Refractive surgery represents one of the major advances in ocular surgery, but some forms of refractive correction, such as multifocal IOLs and LASIK, have created two tiers of acceptable visual function. In the first tier, the postoperative result meets with the patient's expectations in terms of visual acuity. This is not the case in the second tier, in which the surgical outcome is degraded by side effects such as halos and glare. No surgical procedure is perfect, and there is no foolproof way to predict whether a patient will be happy and/or satisfied after surgery.
For many years, I have been interested in the patterns of behavior that accompany the acceptance of surgical and technological progress in ophthalmology. This article describes how physicians can use the pattern of acceptance as a guide for counseling their patients and achieving the greatest amount of success possible with multifocal IOLs, both in terms of visual acuity results and patients' satisfaction.
THE ACCEPTANCE CURVE
In the April 2008 edition of Cataract & Refractive Surgery Today, I introduced what I term an acceptance curve for a new product or procedure. It demonstrates three basic stages of acceptance: (1) the hyperbole of hope (when expectations are high), (2) increasing discontent (as complications become apparent), and (3) the long-term acceptance level (after a patient accepts a compromise between 1 and 2).1
A practical example of the acceptance curve is the pattern of acceptance for LASIK. After a long period of developmental research, a significant group of ophthalmologists championed LASIK, and the procedure was subsequently employed to correct extreme refractive error (> -10.00 D of myopia) and even cases of mild keratoconus associated with myopia. After a period of complications that arose from stretching the limits of the procedure, LASIK settled into a range for which complications are now minimal.
In the same vein, why, more than 5 years after their clinical introduction, have the complications of multifocal IOLs become such an important topic?
To understand why the acceptance of multifocal IOLs has changed in recent years, we ophthalmologists must first consider the patients in whom we are implanting these lenses. In the past, the age range of patients considered candidates for a multifocal IOL tended to be 65 to 70 years of age—those requiring cataract extraction. This patient population was generally grateful for a distinct improvement in their vision, despite the side effects of halos and glare.
Today, we are routinely implanting multifocal IOLs in patients as young as 50 years of age. These individuals are usually accustomed to excellent corrected vision and expect high-quality vision postoperatively. Additionally, they are more vocal about side effects such as halos and glare than their older counterparts. The differences in the profiles and expectations of these two groups of patients have made multifocal IOL surgery more of a refractive (elective) procedure than a cataract (nonelective) procedure.
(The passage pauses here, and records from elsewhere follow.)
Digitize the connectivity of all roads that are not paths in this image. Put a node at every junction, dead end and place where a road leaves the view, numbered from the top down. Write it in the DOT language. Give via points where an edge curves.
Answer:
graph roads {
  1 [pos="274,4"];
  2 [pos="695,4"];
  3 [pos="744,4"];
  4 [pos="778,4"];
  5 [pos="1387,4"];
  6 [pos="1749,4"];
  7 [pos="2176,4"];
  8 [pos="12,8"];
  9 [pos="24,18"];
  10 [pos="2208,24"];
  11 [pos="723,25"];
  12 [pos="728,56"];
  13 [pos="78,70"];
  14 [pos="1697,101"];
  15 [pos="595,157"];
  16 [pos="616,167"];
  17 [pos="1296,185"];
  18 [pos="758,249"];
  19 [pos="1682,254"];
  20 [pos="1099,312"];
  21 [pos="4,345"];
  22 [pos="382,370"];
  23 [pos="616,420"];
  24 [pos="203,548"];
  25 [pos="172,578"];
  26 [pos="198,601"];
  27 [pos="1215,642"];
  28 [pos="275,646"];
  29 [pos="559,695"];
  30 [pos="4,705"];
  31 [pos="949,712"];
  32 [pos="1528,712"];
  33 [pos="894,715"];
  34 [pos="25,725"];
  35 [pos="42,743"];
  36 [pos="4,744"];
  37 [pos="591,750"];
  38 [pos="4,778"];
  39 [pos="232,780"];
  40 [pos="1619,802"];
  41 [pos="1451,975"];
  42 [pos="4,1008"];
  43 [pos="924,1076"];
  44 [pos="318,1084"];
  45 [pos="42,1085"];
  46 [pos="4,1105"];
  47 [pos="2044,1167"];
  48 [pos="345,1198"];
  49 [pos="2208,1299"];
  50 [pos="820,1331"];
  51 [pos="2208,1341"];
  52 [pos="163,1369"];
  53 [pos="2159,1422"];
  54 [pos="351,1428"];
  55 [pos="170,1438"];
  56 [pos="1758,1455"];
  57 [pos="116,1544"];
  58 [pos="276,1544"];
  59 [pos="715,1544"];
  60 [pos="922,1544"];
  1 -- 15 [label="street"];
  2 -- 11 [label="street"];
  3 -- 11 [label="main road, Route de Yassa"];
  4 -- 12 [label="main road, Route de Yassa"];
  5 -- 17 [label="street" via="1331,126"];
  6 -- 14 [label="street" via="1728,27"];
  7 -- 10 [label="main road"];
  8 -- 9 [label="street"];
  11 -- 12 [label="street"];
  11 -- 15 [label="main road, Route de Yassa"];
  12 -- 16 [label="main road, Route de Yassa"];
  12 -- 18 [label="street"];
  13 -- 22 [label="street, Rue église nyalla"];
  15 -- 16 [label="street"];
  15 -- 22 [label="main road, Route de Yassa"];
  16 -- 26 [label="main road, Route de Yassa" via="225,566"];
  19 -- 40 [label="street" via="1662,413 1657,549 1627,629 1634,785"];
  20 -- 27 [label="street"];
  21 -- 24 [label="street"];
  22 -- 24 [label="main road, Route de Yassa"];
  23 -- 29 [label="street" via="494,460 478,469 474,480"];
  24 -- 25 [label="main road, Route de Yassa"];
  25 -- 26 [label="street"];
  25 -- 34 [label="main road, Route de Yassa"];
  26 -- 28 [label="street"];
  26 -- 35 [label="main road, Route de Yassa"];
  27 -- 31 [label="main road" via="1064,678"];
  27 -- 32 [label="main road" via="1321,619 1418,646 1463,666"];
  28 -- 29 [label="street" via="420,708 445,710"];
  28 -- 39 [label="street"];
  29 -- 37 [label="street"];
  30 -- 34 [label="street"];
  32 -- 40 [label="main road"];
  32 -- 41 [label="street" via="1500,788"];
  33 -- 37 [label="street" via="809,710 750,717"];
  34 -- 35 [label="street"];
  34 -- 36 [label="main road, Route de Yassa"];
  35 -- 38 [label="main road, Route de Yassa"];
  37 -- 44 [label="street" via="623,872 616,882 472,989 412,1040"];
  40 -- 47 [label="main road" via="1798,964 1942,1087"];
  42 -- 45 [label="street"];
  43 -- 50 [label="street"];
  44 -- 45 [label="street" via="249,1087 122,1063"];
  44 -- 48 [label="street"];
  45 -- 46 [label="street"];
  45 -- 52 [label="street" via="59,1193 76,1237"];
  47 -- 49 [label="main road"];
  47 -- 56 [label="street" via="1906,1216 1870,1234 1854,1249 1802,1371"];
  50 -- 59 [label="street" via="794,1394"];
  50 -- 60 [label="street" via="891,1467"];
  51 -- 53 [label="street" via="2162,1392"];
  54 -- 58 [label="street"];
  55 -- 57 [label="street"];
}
All cataract and refractive surgeons should be aware that multifocal IOLs require some sort of optical compromise on the part of the patient to achieve adequate distance and near visual function. In the FDA trials of current multifocal IOLs, mild or significant glare or halos were reported in approximately 10 to 15 of cases overall, suggesting that one of eight patients who receive a multifocal IOL will experience glare and halos.
It is important to explain this optical compromise preoperatively in a way that patients can understand. To set realistic expectations, I recommend having patients complete a contact lens trial, using graduated diffractive lenses with variable optical surfaces created by the manufacturer of the selected multifocal IOL. These lenses should create a mild yet quantifiable amount of glare and halos so that the patients can experience the vision they will have after receiving a multifocal IOL. It is my opinion that this preoperative testing with contact lenses will not only prepare patients for their postoperative experience, but it will be a valuable addition to our informed consent procedure.
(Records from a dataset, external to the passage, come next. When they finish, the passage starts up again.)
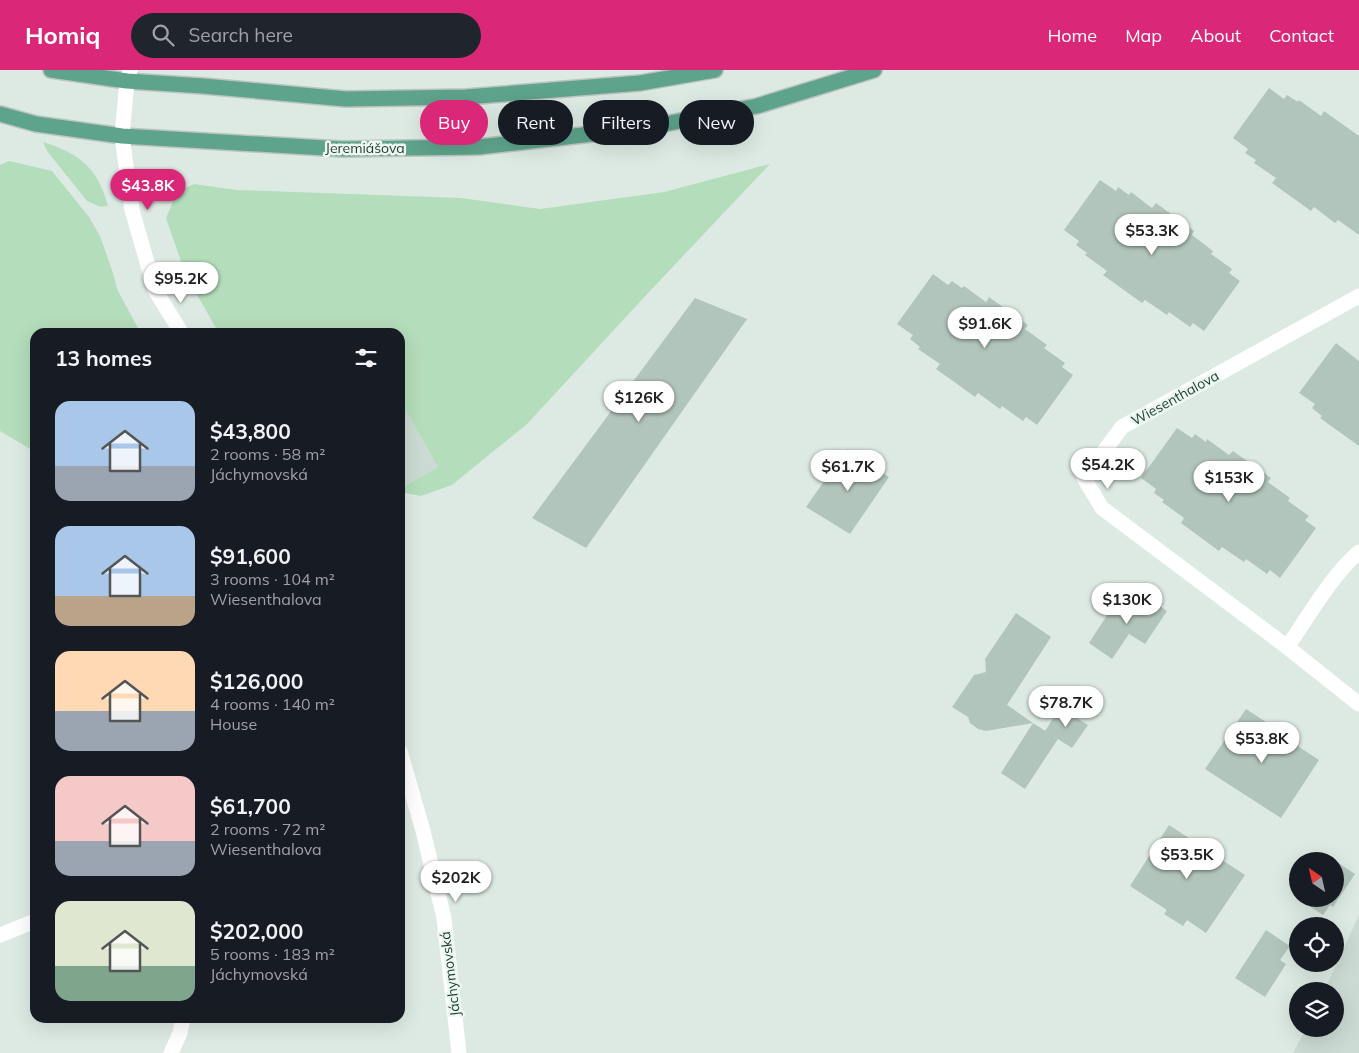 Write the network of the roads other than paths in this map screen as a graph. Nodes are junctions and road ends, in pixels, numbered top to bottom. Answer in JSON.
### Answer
{"nodes":[{"id":1,"x":51,"y":70,"type":"edge"},
{"id":2,"x":715,"y":70,"type":"edge"},
{"id":3,"x":874,"y":70,"type":"edge"},
{"id":4,"x":128,"y":76,"type":"edge"},
{"id":5,"x":0,"y":114,"type":"edge"},
{"id":6,"x":122,"y":136,"type":"junction"},
{"id":7,"x":1359,"y":296,"type":"edge"},
{"id":8,"x":179,"y":328,"type":"edge"},
{"id":9,"x":1359,"y":552,"type":"edge"},
{"id":10,"x":1287,"y":647,"type":"junction"},
{"id":11,"x":1359,"y":704,"type":"edge"},
{"id":12,"x":405,"y":773,"type":"edge"},
{"id":13,"x":30,"y":923,"type":"edge"},
{"id":14,"x":0,"y":935,"type":"edge"},
{"id":15,"x":182,"y":1023,"type":"edge"},
{"id":16,"x":171,"y":1053,"type":"edge"},
{"id":17,"x":460,"y":1053,"type":"edge"}],
"edges":[{"from":1,"to":4,"type":"main road"},
{"from":2,"to":4,"type":"main road"},
{"from":3,"to":6,"type":"main road","name":"Jeremiášova"},
{"from":4,"to":6,"type":"street"},
{"from":5,"to":6,"type":"main road","name":"Jeremiášova"},
{"from":6,"to":8,"type":"street"},
{"from":7,"to":10,"type":"street","name":"Wiesenthalova"},
{"from":9,"to":10,"type":"street"},
{"from":10,"to":11,"type":"street","name":"Wiesenthalova"},
{"from":12,"to":17,"type":"street","name":"Jáchymovská"},
{"from":13,"to":14,"type":"street"},
{"from":15,"to":16,"type":"street"}]} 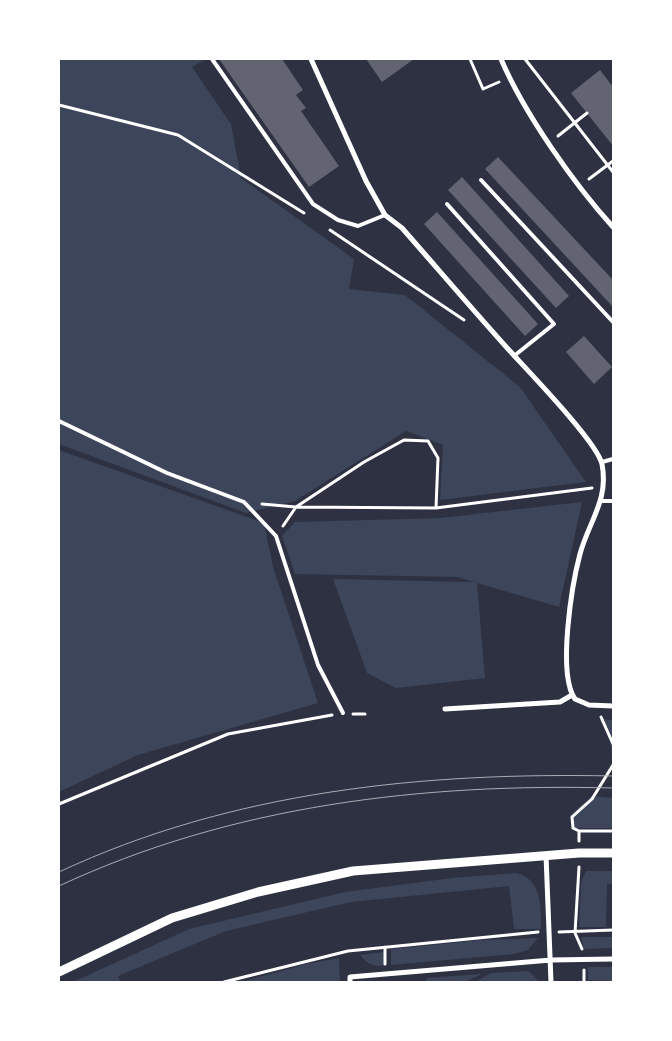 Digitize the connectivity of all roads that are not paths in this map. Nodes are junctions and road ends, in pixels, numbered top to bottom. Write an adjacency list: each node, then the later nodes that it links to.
1 (212, 59): 6 (lane)
2 (312, 59): 6 (street)
3 (501, 59): 7 (street)
4 (482, 180): 8 (lane)
5 (447, 204): 9 (lane)
6 (385, 215): 9 (street)
7 (613, 227)
8 (613, 322)
9 (514, 356): 12 (street)
10 (59, 421): 18 (lane)
11 (613, 459): 12 (lane)
12 (602, 462): 13 (street)
13 (602, 501): 14 (lane); 15 (street)
14 (613, 501)
15 (572, 695): 16 (street); 17 (street)
16 (613, 706)
17 (445, 709)
18 (343, 713)
19 (613, 853): 20 (street)
20 (546, 855): 22 (street); 23 (street)
21 (613, 959): 22 (street)
22 (551, 960): 24 (street); 25 (street)
23 (59, 972)
24 (350, 980)
25 (551, 982)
I can think of three developments that would improve on the currently available designs. First, patients would benefit from a multifocal optic that creates a significantly lower amount of halos and glare than current designs. Another attractive possibility would be a multifocal IOL for which the presbyopia-correcting element could be removed or erased to leave a single-vision lens that does not cause glare. Alternatively, an IOL with an accommodative amplitude of 2.50 to 3.00 D that could be implanted easily through a small incision in the eyes of all patients would be a major advance.
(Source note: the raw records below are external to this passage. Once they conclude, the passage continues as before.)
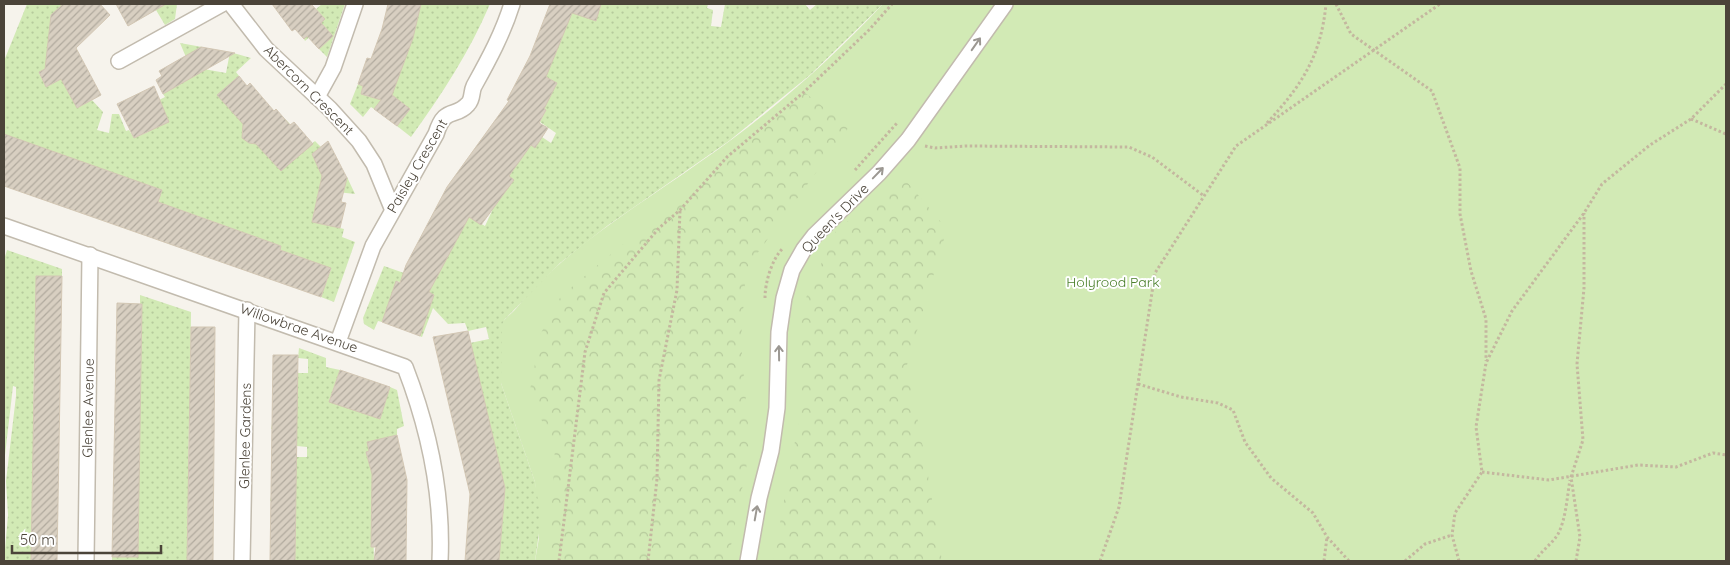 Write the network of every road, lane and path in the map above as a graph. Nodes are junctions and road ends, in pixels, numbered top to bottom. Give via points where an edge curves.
1 (222, 4) edge
2 (231, 4) edge
3 (355, 4) edge
4 (512, 4) edge
5 (892, 4) edge
6 (1005, 4) edge
7 (1326, 4) edge
8 (1336, 4) edge
9 (1440, 4) edge
10 (1373, 50) junction
11 (119, 61) dead end
12 (1726, 84) edge
13 (317, 97) junction
14 (901, 118) dead end
15 (1691, 119) junction
16 (1262, 128) junction
17 (1726, 134) edge
18 (908, 140) junction
19 (850, 175) dead end
20 (1204, 196) junction
21 (392, 208) junction
22 (680, 210) junction
23 (1584, 213) junction
24 (4, 226) edge
25 (788, 243) dead end
26 (90, 255) junction
27 (764, 307) dead end
28 (247, 310) junction
29 (338, 342) junction
30 (1486, 363) junction
31 (1138, 384) junction
32 (1726, 455) edge
33 (1482, 472) junction
34 (1571, 477) junction
35 (1452, 535) junction
36 (1327, 537) junction
37 (86, 561) edge
38 (242, 561) edge
39 (440, 561) edge
40 (559, 561) edge
41 (648, 561) edge
42 (748, 561) edge
43 (1100, 561) edge
44 (1324, 561) edge
45 (1349, 561) edge
46 (1405, 561) edge
47 (1459, 561) edge
48 (1535, 561) edge
49 (1576, 561) edge

1 - 11 street
2 - 13 street, Abercorn Crescent via 266,49
3 - 13 street via 332,68
4 - 21 street, Paisley Crescent via 471,100 465,107 442,118 436,134
5 - 22 path via 804,92 727,157
18 -> 6 street, Queen's Drive
7 - 16 path via 1323,31 1311,65 1285,104
8 - 10 path via 1351,34
9 - 10 path
10 - 16 path
10 - 30 path via 1432,92 1449,134 1460,168 1460,214 1471,271 1486,319
12 - 15 path
13 - 21 street, Abercorn Crescent via 360,141 374,164
14 - 19 path
15 - 17 path
15 - 23 path via 1650,145 1602,184
16 - 20 path via 1236,146
18 - 20 path via 935,148 1129,147 1152,157
42 -> 18 street, Queen's Drive via 772,443 777,408 779,332 792,270 814,236
20 - 31 path via 1155,273
21 - 29 street, Paisley Crescent via 372,246
22 - 40 path via 659,228 604,293 585,352
22 - 41 path via 677,290 659,380 657,479
23 - 30 path via 1512,311
23 - 34 path via 1584,288 1577,364 1582,440
24 - 26 street, Willowbrae Avenue
25 - 27 path via 777,254 765,288
26 - 28 street, Willowbrae Avenue
26 - 37 street, Glenlee Avenue
28 - 29 street, Willowbrae Avenue
28 - 38 street, Glenlee Gardens
29 - 39 street, Willowbrae Avenue via 405,366 424,420 433,464 439,503
30 - 33 path via 1476,426
31 - 36 path via 1181,397 1218,403 1233,410 1245,442 1266,470 1313,513
31 - 43 path via 1120,507
32 - 34 path via 1713,453 1676,467 1638,465
33 - 34 path via 1549,480
33 - 35 path via 1455,513
34 - 48 path via 1558,534
34 - 49 path via 1580,537
35 - 46 path via 1425,544
35 - 47 path
36 - 44 path
36 - 45 path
At present, LASIK and multifocal IOLs achieve varying levels of success, depending on the patient's age and degree of preoperative ametropia. The results with both forms of treatment are often acceptable to the patient but represent a significant compromise with respect to high-contrast 20/20 visual acuity at distance. Presbyopic and cataract surgery patients will gladly sacrifice a certain amount of contrast sensitivity for uncorrected near visual function. The standards by which ophthalmologists evaluate successful ocular surgery continue to evolve with the development of new technologies and surgical procedures. LASIK and multifocal IOLs therefore underscore how important it is for surgeons to document their postoperative results, especially when these ophthalmologists are transitioning from nonelective to elective surgery, even when it involves the same surgical device.